**Instructions to follow:** Where the string "above" appears in a line of the data, show that line.

==== Data to process ====

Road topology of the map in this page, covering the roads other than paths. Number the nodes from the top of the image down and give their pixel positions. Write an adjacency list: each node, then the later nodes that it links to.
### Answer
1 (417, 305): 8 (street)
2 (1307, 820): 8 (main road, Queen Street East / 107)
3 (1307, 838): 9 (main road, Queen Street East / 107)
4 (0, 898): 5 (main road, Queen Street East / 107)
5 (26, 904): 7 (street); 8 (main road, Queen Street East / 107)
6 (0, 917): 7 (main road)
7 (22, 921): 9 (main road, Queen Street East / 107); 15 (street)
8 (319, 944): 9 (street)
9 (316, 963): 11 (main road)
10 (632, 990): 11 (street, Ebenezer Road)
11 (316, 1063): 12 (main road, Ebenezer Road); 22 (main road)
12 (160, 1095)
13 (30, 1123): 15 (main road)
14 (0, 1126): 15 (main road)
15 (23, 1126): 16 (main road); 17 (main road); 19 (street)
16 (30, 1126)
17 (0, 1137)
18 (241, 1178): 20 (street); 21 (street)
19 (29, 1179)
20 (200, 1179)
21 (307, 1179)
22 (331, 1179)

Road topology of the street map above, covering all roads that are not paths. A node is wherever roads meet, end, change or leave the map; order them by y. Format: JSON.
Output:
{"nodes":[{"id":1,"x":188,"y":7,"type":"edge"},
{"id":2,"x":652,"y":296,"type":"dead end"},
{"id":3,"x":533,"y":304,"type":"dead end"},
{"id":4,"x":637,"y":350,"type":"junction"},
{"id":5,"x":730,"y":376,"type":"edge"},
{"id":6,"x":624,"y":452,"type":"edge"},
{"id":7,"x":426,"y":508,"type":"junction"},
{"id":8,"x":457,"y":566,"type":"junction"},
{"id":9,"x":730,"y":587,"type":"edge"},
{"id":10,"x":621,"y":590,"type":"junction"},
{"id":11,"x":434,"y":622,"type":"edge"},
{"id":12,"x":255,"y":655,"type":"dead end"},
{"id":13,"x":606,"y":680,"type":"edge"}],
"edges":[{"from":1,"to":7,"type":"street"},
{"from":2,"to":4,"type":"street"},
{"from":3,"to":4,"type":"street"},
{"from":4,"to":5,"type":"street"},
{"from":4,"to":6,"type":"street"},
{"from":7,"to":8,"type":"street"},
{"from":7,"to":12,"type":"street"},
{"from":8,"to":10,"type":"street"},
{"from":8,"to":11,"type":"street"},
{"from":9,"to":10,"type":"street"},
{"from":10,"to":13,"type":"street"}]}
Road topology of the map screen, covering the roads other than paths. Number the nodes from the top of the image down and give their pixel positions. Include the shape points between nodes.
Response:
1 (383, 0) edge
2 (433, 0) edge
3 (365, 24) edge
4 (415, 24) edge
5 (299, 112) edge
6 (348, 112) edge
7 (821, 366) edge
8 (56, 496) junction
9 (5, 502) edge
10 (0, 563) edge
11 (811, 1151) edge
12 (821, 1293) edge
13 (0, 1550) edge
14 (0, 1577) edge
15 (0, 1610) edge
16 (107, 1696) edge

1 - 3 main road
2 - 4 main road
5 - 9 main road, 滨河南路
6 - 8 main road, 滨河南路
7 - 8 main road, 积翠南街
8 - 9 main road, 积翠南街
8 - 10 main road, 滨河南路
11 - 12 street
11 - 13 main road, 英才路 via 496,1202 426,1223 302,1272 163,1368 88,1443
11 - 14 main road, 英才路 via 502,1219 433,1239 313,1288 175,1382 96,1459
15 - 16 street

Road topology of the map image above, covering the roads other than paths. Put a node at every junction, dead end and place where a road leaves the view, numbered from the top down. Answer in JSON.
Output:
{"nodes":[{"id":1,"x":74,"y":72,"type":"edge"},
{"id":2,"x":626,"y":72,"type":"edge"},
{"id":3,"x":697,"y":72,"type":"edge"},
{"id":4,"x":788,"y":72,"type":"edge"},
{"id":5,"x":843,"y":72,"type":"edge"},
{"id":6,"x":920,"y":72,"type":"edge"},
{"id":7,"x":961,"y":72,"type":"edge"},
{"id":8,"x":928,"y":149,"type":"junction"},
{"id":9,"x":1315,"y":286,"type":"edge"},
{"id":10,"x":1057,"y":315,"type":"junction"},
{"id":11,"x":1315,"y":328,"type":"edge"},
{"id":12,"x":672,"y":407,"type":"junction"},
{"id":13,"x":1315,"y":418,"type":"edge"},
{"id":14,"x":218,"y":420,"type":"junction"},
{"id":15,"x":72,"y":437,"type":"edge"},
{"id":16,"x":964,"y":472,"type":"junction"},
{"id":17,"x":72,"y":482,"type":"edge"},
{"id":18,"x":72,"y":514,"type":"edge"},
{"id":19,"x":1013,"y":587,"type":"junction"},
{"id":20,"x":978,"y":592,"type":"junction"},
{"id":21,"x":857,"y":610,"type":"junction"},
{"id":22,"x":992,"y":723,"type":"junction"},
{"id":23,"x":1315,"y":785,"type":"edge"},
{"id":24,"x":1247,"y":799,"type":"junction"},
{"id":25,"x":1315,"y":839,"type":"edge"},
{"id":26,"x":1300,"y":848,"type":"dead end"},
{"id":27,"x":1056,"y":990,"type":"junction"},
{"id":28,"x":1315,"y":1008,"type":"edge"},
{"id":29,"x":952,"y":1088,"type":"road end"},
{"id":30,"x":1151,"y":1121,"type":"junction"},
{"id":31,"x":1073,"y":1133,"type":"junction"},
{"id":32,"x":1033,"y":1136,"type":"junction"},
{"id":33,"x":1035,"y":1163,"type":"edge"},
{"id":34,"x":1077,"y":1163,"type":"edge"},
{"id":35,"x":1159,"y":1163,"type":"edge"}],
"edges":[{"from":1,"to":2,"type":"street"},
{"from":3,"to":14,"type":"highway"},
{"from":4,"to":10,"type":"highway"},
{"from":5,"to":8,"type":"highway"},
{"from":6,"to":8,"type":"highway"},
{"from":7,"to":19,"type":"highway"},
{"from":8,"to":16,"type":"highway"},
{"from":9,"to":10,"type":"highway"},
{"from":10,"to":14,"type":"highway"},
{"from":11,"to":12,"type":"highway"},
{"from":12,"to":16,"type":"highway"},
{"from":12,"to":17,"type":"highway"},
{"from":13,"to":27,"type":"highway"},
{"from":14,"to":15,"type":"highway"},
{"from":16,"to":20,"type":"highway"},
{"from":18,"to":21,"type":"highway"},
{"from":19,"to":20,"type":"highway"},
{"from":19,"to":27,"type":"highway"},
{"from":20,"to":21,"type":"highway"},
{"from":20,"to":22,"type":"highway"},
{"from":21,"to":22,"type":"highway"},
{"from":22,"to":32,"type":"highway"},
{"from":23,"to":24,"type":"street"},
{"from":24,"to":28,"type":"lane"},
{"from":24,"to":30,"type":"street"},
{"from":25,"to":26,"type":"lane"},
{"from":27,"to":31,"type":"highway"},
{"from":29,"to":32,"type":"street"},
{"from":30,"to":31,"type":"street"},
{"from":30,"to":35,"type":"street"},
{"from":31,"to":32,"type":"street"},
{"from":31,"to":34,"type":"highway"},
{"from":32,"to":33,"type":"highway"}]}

====

**Expected answer:**
Road topology of the street map above, covering all roads that are not paths. A node is wherever roads meet, end, change or leave the map; order them by y. Format: JSON.
Road topology of the map image above, covering the roads other than paths. Put a node at every junction, dead end and place where a road leaves the view, numbered from the top down. Answer in JSON.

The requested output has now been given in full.